Records supplied:
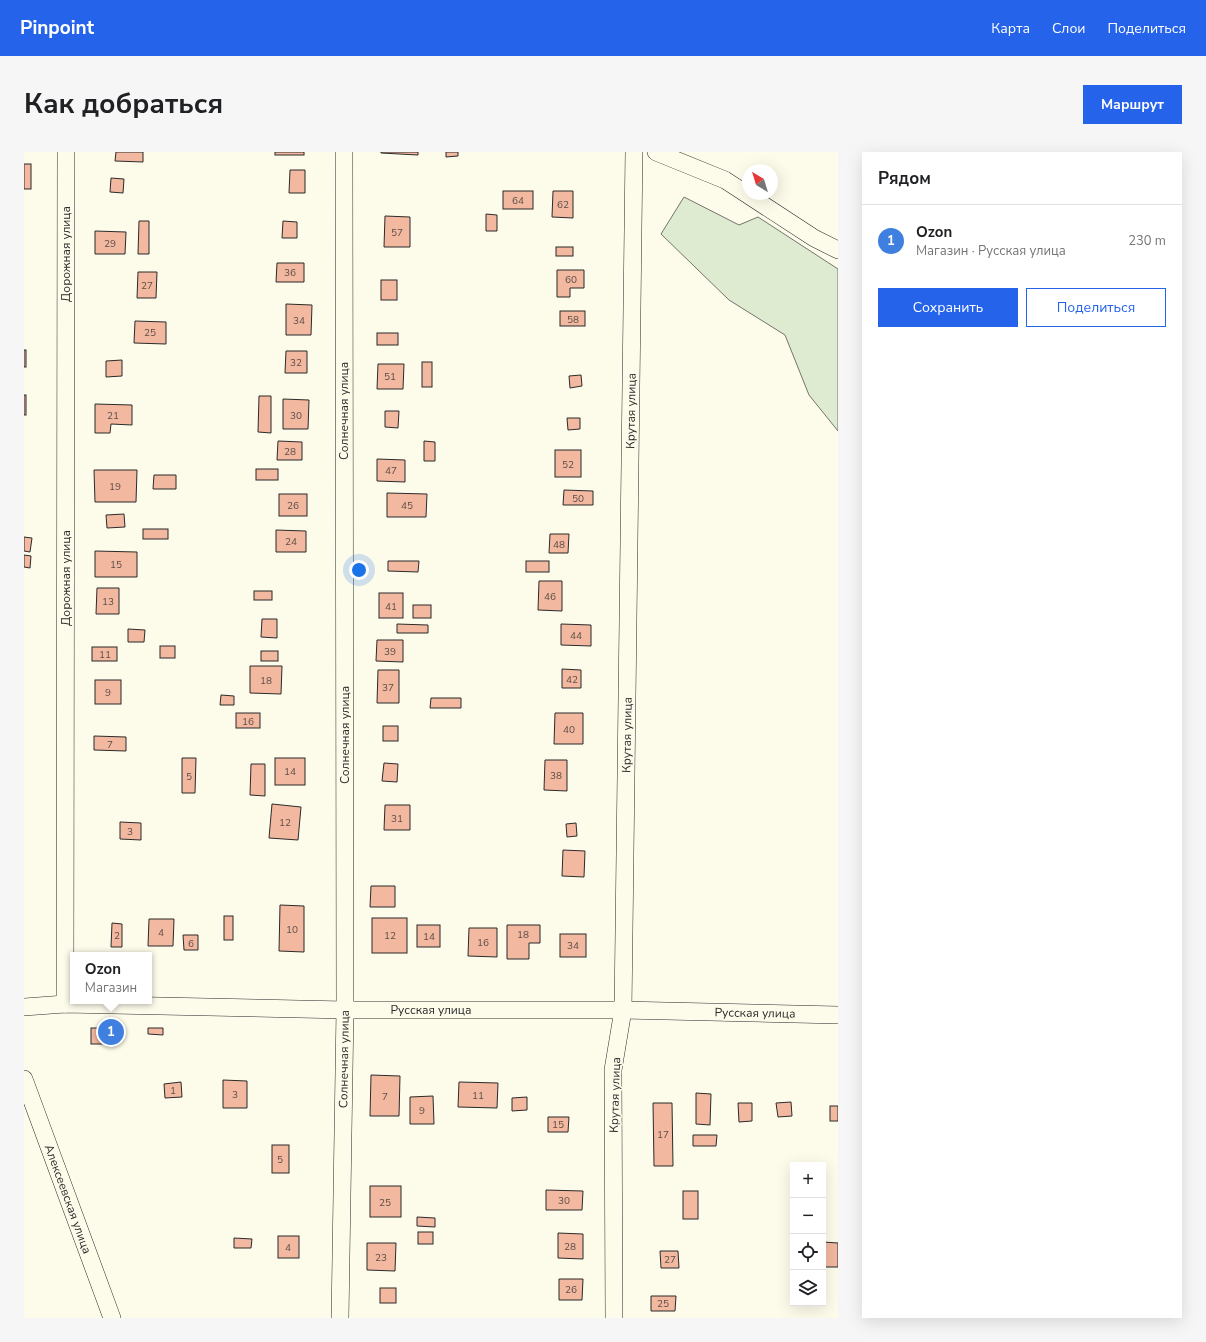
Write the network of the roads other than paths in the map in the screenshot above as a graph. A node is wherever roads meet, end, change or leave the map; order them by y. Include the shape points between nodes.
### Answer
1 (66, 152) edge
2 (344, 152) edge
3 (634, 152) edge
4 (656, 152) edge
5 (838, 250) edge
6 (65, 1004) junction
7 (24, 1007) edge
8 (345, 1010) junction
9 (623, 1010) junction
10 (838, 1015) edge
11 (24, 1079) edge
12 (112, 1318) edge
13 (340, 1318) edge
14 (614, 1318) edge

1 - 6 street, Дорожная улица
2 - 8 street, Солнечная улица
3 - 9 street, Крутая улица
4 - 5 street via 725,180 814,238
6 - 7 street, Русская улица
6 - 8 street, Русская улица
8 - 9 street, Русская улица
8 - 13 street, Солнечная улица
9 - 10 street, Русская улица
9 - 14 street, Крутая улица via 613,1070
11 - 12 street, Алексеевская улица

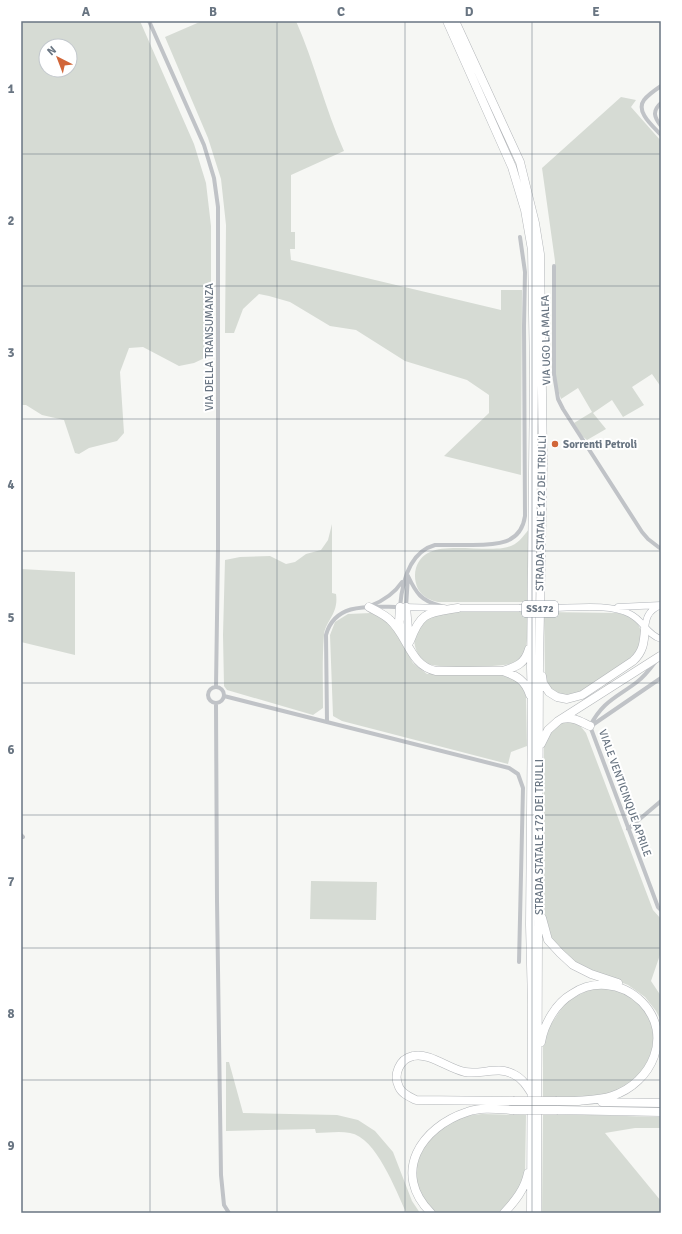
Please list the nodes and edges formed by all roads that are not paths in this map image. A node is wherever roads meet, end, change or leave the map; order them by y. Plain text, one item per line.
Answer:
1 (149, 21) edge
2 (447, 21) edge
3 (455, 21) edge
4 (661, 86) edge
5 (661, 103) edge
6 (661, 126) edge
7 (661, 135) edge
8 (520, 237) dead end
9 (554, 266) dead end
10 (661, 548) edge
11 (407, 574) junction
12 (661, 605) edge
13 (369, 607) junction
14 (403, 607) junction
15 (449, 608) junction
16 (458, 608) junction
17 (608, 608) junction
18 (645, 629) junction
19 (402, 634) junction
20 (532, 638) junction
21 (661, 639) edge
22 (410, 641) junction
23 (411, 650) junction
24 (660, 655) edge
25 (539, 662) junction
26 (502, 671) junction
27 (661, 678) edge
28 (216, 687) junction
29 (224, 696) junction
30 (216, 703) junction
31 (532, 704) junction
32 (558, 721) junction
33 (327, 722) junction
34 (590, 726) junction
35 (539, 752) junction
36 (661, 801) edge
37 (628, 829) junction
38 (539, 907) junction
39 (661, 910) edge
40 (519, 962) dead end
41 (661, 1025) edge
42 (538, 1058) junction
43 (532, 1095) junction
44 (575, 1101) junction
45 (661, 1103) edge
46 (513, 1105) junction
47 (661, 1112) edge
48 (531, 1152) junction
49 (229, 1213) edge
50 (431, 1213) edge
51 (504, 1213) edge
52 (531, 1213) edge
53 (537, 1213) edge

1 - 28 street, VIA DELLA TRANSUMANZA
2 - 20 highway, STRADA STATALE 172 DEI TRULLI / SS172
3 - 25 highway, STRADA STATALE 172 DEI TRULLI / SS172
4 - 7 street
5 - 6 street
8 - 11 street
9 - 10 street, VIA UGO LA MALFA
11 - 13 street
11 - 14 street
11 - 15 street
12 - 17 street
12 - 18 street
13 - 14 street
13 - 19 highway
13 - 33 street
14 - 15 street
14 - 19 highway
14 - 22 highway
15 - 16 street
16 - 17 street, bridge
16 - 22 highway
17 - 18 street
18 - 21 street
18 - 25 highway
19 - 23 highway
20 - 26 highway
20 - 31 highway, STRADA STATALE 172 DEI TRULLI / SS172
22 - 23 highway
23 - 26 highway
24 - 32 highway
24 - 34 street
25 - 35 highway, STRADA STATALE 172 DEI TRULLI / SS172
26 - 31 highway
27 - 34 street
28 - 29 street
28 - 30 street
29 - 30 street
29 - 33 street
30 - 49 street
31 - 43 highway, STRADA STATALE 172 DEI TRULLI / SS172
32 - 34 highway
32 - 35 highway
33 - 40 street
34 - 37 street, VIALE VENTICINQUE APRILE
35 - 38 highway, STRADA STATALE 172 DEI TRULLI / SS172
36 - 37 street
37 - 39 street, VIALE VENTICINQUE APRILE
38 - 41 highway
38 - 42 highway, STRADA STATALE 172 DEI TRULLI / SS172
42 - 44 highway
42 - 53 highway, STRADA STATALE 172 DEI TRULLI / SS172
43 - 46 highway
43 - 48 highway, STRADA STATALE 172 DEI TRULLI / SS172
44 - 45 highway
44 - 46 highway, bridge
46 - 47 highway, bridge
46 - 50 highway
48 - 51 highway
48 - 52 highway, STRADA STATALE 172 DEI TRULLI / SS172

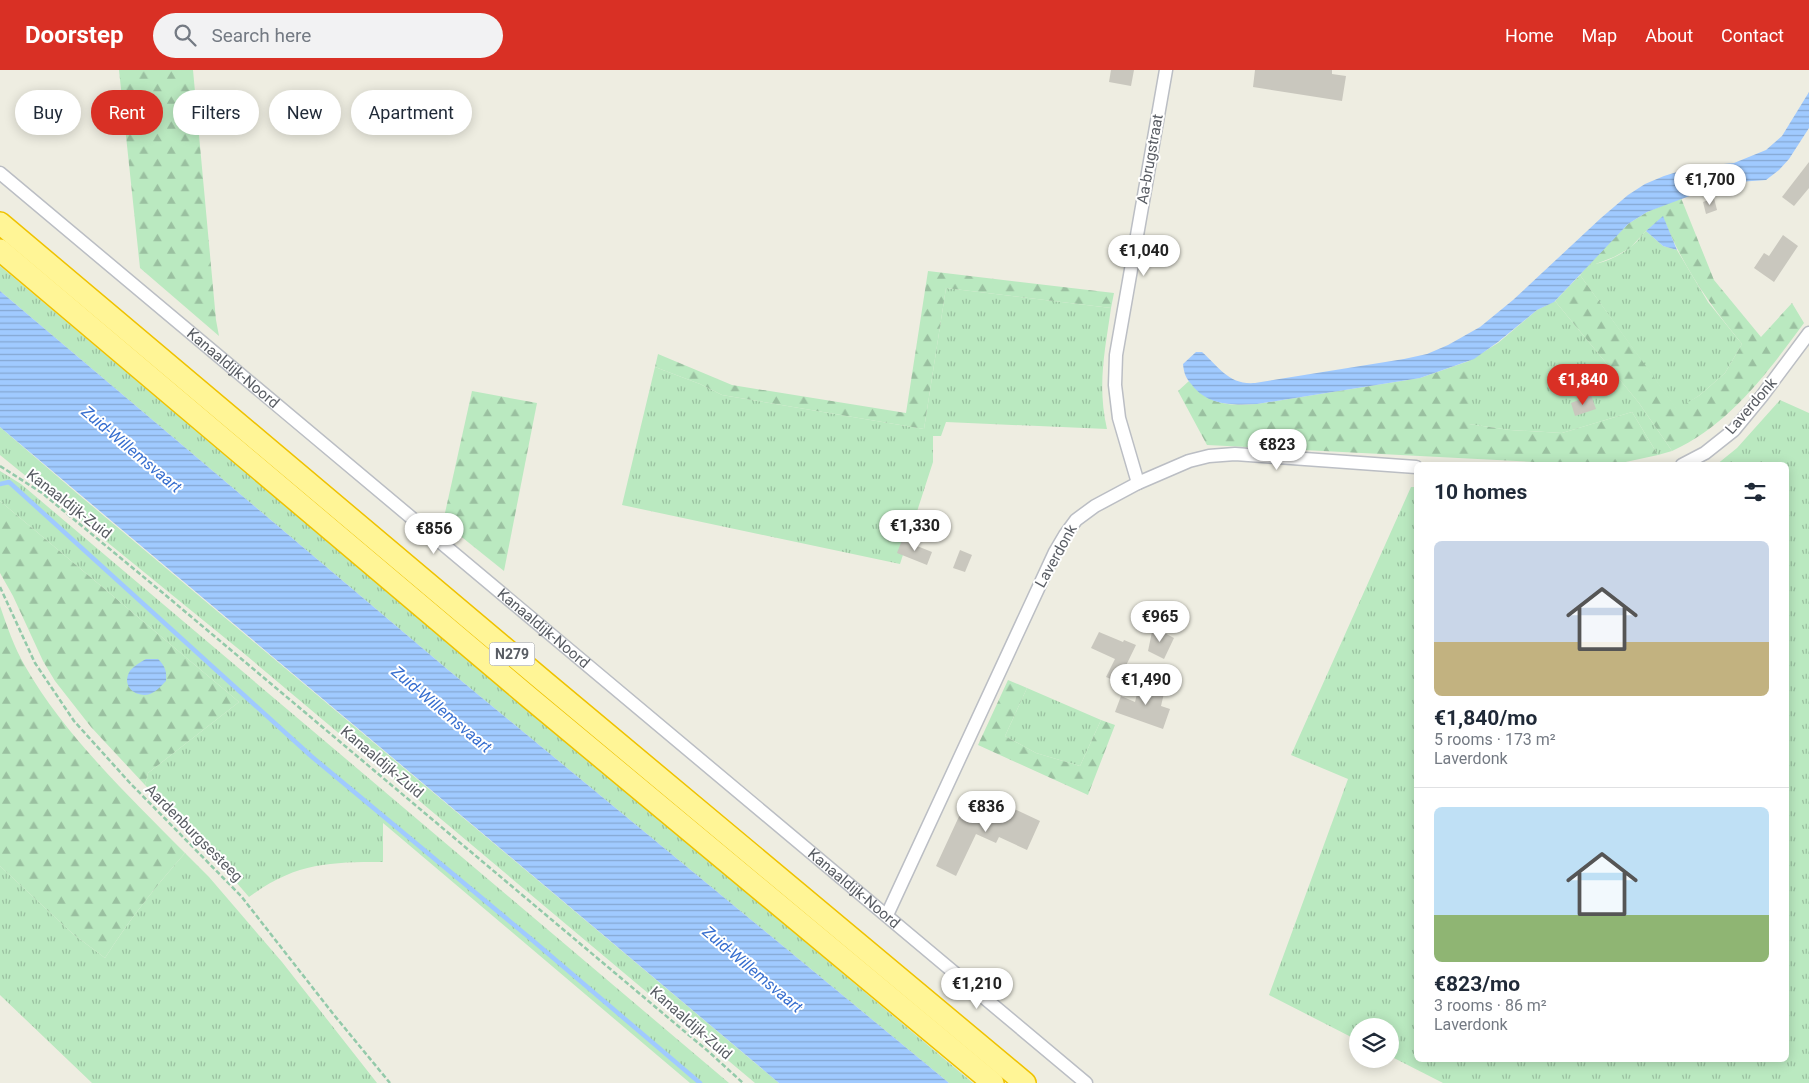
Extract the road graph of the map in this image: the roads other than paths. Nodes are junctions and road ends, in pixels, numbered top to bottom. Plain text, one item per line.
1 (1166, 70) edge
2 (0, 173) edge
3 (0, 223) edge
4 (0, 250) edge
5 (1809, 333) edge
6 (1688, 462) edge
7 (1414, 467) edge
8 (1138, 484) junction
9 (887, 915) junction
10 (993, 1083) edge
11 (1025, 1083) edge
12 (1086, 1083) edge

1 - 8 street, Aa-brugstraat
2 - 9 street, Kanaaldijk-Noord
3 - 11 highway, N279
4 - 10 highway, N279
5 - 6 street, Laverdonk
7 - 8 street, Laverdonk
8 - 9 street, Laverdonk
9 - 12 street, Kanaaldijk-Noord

Assignment:
Write out, exactly as they appear, the lines from the one containing "Extract the road" through the last line of the records above, both included, and nothing more.

Task solution:
Extract the road graph of the map in this image: the roads other than paths. Nodes are junctions and road ends, in pixels, numbered top to bottom. Plain text, one item per line.
1 (1166, 70) edge
2 (0, 173) edge
3 (0, 223) edge
4 (0, 250) edge
5 (1809, 333) edge
6 (1688, 462) edge
7 (1414, 467) edge
8 (1138, 484) junction
9 (887, 915) junction
10 (993, 1083) edge
11 (1025, 1083) edge
12 (1086, 1083) edge

1 - 8 street, Aa-brugstraat
2 - 9 street, Kanaaldijk-Noord
3 - 11 highway, N279
4 - 10 highway, N279
5 - 6 street, Laverdonk
7 - 8 street, Laverdonk
8 - 9 street, Laverdonk
9 - 12 street, Kanaaldijk-Noord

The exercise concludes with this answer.